§ DATA LISTING

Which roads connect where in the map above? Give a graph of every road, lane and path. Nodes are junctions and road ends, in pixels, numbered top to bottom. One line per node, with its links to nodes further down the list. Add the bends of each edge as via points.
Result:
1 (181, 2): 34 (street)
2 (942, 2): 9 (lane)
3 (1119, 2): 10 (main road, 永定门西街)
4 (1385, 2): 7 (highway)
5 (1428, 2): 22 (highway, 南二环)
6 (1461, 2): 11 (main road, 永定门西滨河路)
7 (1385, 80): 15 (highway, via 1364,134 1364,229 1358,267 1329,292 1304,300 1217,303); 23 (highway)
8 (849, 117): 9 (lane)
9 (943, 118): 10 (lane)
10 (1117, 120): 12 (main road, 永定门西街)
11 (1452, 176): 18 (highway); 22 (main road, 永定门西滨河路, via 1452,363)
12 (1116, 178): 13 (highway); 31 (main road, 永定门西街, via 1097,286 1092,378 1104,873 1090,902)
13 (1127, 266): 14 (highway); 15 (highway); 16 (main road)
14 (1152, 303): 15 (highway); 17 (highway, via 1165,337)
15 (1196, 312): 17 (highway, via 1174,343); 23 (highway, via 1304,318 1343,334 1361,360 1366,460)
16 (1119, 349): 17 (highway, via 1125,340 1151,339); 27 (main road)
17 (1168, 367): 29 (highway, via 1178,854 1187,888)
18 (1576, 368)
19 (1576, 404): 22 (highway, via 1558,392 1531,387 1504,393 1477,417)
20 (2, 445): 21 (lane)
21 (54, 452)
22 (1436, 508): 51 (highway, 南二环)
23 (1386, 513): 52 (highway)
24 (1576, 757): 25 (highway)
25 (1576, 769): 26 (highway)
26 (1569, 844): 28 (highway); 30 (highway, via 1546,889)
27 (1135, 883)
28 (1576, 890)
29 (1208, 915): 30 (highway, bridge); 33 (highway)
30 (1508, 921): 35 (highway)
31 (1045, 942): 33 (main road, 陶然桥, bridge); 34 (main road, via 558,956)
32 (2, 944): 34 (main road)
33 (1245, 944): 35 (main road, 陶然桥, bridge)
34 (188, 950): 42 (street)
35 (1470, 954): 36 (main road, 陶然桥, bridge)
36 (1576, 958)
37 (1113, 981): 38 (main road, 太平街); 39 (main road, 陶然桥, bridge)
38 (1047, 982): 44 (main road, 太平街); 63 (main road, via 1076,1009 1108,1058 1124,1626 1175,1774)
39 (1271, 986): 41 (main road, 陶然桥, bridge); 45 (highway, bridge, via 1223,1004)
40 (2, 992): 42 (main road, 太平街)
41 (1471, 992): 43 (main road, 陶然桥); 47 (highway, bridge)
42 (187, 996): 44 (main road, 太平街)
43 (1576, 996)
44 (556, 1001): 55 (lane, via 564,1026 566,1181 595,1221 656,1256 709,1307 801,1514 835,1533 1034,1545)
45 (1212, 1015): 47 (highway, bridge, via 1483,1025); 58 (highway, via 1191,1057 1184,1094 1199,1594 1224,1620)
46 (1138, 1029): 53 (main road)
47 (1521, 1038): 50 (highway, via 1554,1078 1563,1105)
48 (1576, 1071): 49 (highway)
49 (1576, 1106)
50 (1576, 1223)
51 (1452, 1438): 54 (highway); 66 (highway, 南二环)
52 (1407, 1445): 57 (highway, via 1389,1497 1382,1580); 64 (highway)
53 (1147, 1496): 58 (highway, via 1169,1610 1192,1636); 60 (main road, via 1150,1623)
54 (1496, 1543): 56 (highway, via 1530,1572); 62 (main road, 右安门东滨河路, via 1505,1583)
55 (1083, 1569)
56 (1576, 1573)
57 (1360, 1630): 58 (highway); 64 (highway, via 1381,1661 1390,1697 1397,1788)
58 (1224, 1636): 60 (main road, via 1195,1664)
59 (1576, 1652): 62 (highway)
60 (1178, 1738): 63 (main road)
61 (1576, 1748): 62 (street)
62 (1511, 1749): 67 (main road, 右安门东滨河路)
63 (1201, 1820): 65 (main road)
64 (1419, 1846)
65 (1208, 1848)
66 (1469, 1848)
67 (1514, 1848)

§ ASSIGNMENT
Once you have located every line with the word "永定门西街" in the material above, list those lines.

§ EXERCISE RESPONSE
3 (1119, 2): 10 (main road, 永定门西街)
10 (1117, 120): 12 (main road, 永定门西街)
12 (1116, 178): 13 (highway); 31 (main road, 永定门西街, via 1097,286 1092,378 1104,873 1090,902)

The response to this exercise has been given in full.